Issue No.04 - October-December (2005 vol.27)
Published by the IEEE Computer Society
David Alan Grier , Editor in Chief
DOI Bookmark: http://doi.ieeecomputersociety.org/10.1109/MAHC.2005.61
David Alan Grier pays tribute to the American Computer Museum and previews the five articles featured in this issue of <em>Annals</em>.
When we tell the story of the computer, we usually focus on the major centers of industry in the US. We look at Philadelphia, the original home of the nation's electrical equipment industry and an early locale for computer development. We turn to Boston and the companies that grew up around the Massachusetts Institute of Technology. Finally, we think of Silicon Valley and the southern end of San Francisco Bay. Rarely do we think of the Great Plains or the intermountain basin region but this area is a source of innovation for the early computer industry. Many of the early electrical engineers came from the towns along the Union Pacific railroad line or the eastern slope of the Rockies or even the sweeping potato fields of Idaho. Jack Kilby, the only electrical engineer to win a Nobel Prize, came from this region. So did Robert Noyce, who shared with Kilby the credit for inventing the integrated circuit.
Life on western farms gave the children of the 1920s and 1930s an early exposure to machinery. Even town dwellers were familiar with trains or airplanes, which had to stop every few hundred miles in their journey across the continent. Because of this exposure and perhaps because of the rugged nature of rural life, the western US produced a substantial number of technical leaders for the first computer firms.
It is fitting that our cover should recognize a western computer museum, the American Computer Museum of Bozeman, Montana. Located near the northern entrance to Yellowstone Park, the museum tells the story of the computer with a distinctly western viewpoint. Rather than focus on the traditional story of development—the story of a difficult problem mastered by hard effort, teamwork, and inspiration—this museum compares the development of the computer to the settling of the western states. It looks at communication and commerce, the themes most relevant to a western audience. Its collection is remarkably complete, with a good sampling of machines from the modern era and an interesting sample of artifacts from the pre-electronic age. It has a few pieces that cannot be seen elsewhere, including a Burroughs B-200 and a 1950s' era commercial analog computer. It is certainly worth the visit, should you be in the area.
The stories that we tell within the covers of this issue of the Annals, looks more to the east, to Europe, than to the American west. First we have an article on the development of computers within Switzerland. The Swiss have made a substantial contribution to computing, including the Web browsers from CERN, the Pascal language from Nicholas Wirth, and the research of Eidgenössische Technische Hochschule in Zürich (ETH, or Federal Institute of Technology). In this issue, we take a new look at Swiss contributions in an article by Hans Neukom about the ERMETH, an early Swiss computer.

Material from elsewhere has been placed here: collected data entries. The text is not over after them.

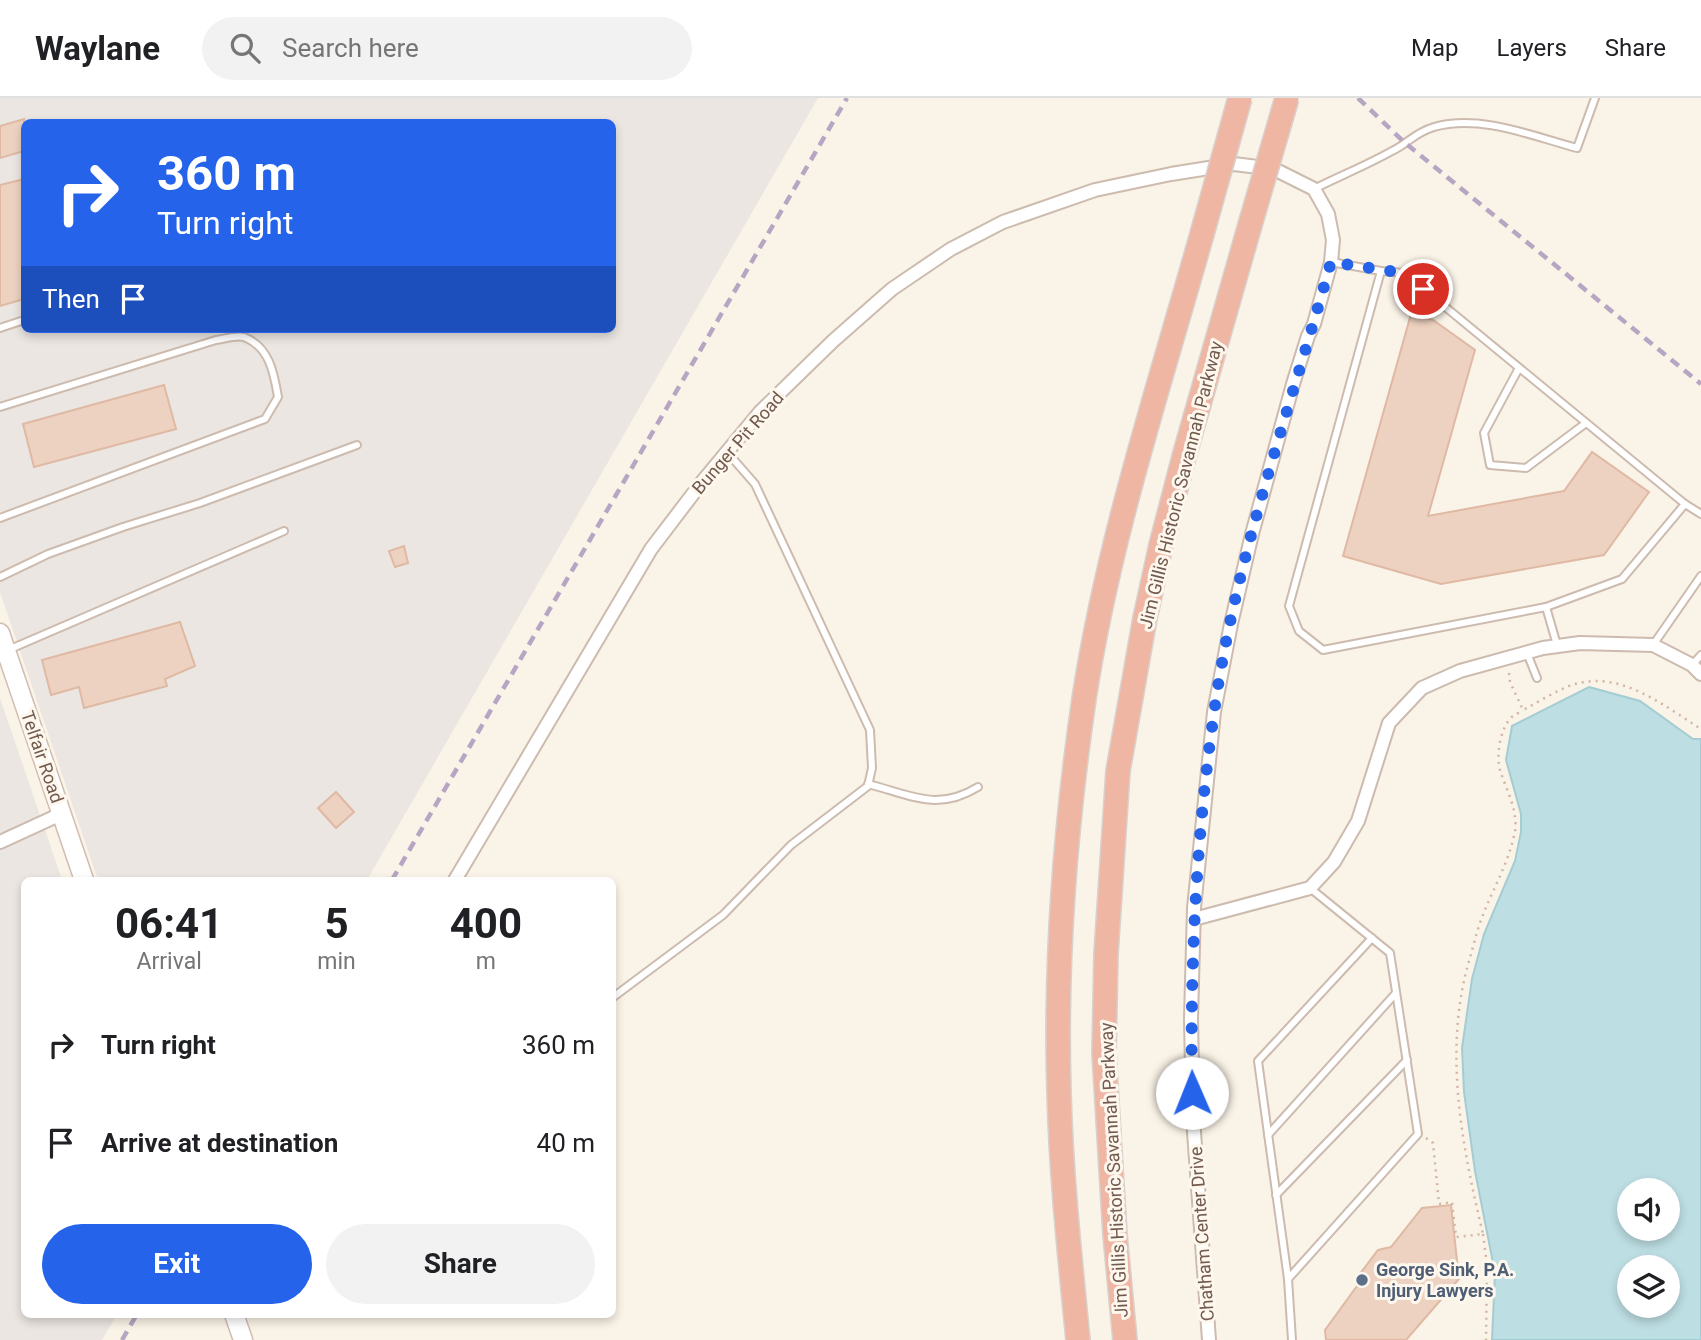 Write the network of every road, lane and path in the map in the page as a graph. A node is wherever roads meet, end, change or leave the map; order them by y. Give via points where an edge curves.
1 (1240, 98) edge
2 (1287, 98) edge
3 (1595, 98) edge
4 (1314, 188) junction
5 (1331, 262) junction
6 (1381, 271) junction
7 (21, 321) edge
8 (0, 328) edge
9 (1519, 368) junction
10 (0, 407) edge
11 (1586, 423) junction
12 (357, 444) dead end
13 (727, 452) junction
14 (1685, 504) junction
15 (1701, 514) edge
16 (0, 518) edge
17 (284, 531) dead end
18 (1701, 576) edge
19 (0, 577) edge
20 (1546, 607) junction
21 (0, 633) edge
22 (1557, 645) junction
23 (1653, 645) junction
24 (6, 651) junction
25 (1529, 658) junction
26 (1698, 665) edge
27 (1537, 678) dead end
28 (1523, 710) junction
29 (1701, 729) edge
30 (868, 784) junction
31 (978, 787) dead end
32 (61, 814) junction
33 (0, 842) edge
34 (83, 877) edge
35 (457, 877) edge
36 (1310, 888) junction
37 (1194, 919) junction
38 (1372, 938) junction
39 (1396, 993) junction
40 (616, 995) edge
41 (1407, 1059) junction
42 (1418, 1134) junction
43 (1268, 1135) junction
44 (1276, 1195) junction
45 (1483, 1234) junction
46 (1288, 1279) junction
47 (235, 1318) edge
48 (243, 1340) edge
49 (1078, 1340) edge
50 (1125, 1340) edge
51 (1209, 1340) edge
52 (1292, 1340) edge
53 (1486, 1340) edge

1 - 49 highway, bridge via 1124,511 1085,696 1063,894 1059,1093
2 - 50 highway, Jim Gillis Historic Savannah Parkway, bridge via 1161,545 1118,771 1104,1053
3 - 4 lane via 1577,148 1499,127 1464,123 1436,127
4 - 5 street, Chatham Center Drive via 1328,214
4 - 13 street, Bunger Pit Road via 1274,169 1234,164 1095,190 1003,222 951,249 892,289 760,412
5 - 6 lane
5 - 37 street, Chatham Center Drive via 1293,384 1231,624 1214,712
6 - 9 lane via 1404,273
6 - 20 lane via 1289,606 1299,631 1323,650
7 - 8 lane
9 - 11 lane
9 - 11 lane via 1483,433 1490,465 1526,468
10 - 16 lane via 242,336 272,364 278,397 265,419
11 - 14 lane
12 - 19 lane via 73,545
13 - 30 lane via 755,484 870,730
13 - 35 street, Bunger Pit Road via 652,549
14 - 15 lane
14 - 20 lane via 1622,579
17 - 24 lane
18 - 23 lane
20 - 22 lane
21 - 24 street, Telfair Road
22 - 23 street
22 - 25 street
23 - 26 street
24 - 32 street, Telfair Road
25 - 27 lane
25 - 28 path via 1508,675
25 - 36 street via 1460,671 1422,688 1389,723 1358,821 1334,862
28 - 29 path via 1570,685 1608,681 1652,698
28 - 45 path via 1510,718 1501,738 1498,760 1516,827 1510,855 1481,920 1468,965 1456,1049 1465,1157
30 - 31 lane via 937,802 961,797
30 - 40 lane via 791,845 723,915
32 - 33 street
32 - 34 street, Telfair Road
36 - 37 street
36 - 38 lane
37 - 51 street, Chatham Center Drive via 1193,1118
38 - 39 lane via 1390,953
38 - 43 lane via 1258,1060
39 - 41 lane
39 - 43 lane
41 - 42 lane
41 - 44 lane
42 - 45 path via 1433,1143 1440,1204 1452,1202 1457,1237
42 - 46 lane
43 - 44 lane
44 - 46 lane
45 - 53 path
46 - 52 lane
47 - 48 street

In addition to a piece on Switzerland, we feature an article on the early Swedish computer industry by Tom Petersson. The Swedes, of course, were early developers of computing technology. They developed the first working difference engine in the 19th century, adopted punched card technology, and built differential analyzers. The issue also contains the second of Ernest Keet's memoirs on the software industry, Jonathan Grudin's article on human–computer interaction, and another of our articles on precomputer technology, a piece by Bruce Williams and Roger Johnson on commercial multiplying devices.
Taken together, our five articles and our cover give us a picture of the computer that is far richer and far more geographically dispersed than the usual story of Eckert and Mauchly building the ENIAC in Philadelphia or the rise of Intel and Silicon Valley.
With this issue, we will also be saying Godspeed to one of our long-term editorial board members, Arthur Norberg. Arthur is retiring from the Charles Babbage Institute, where he has had a long and successful career as director. At the same time, he is stepping down from our board. We thank him for his help and leadership, and wish him well for the future.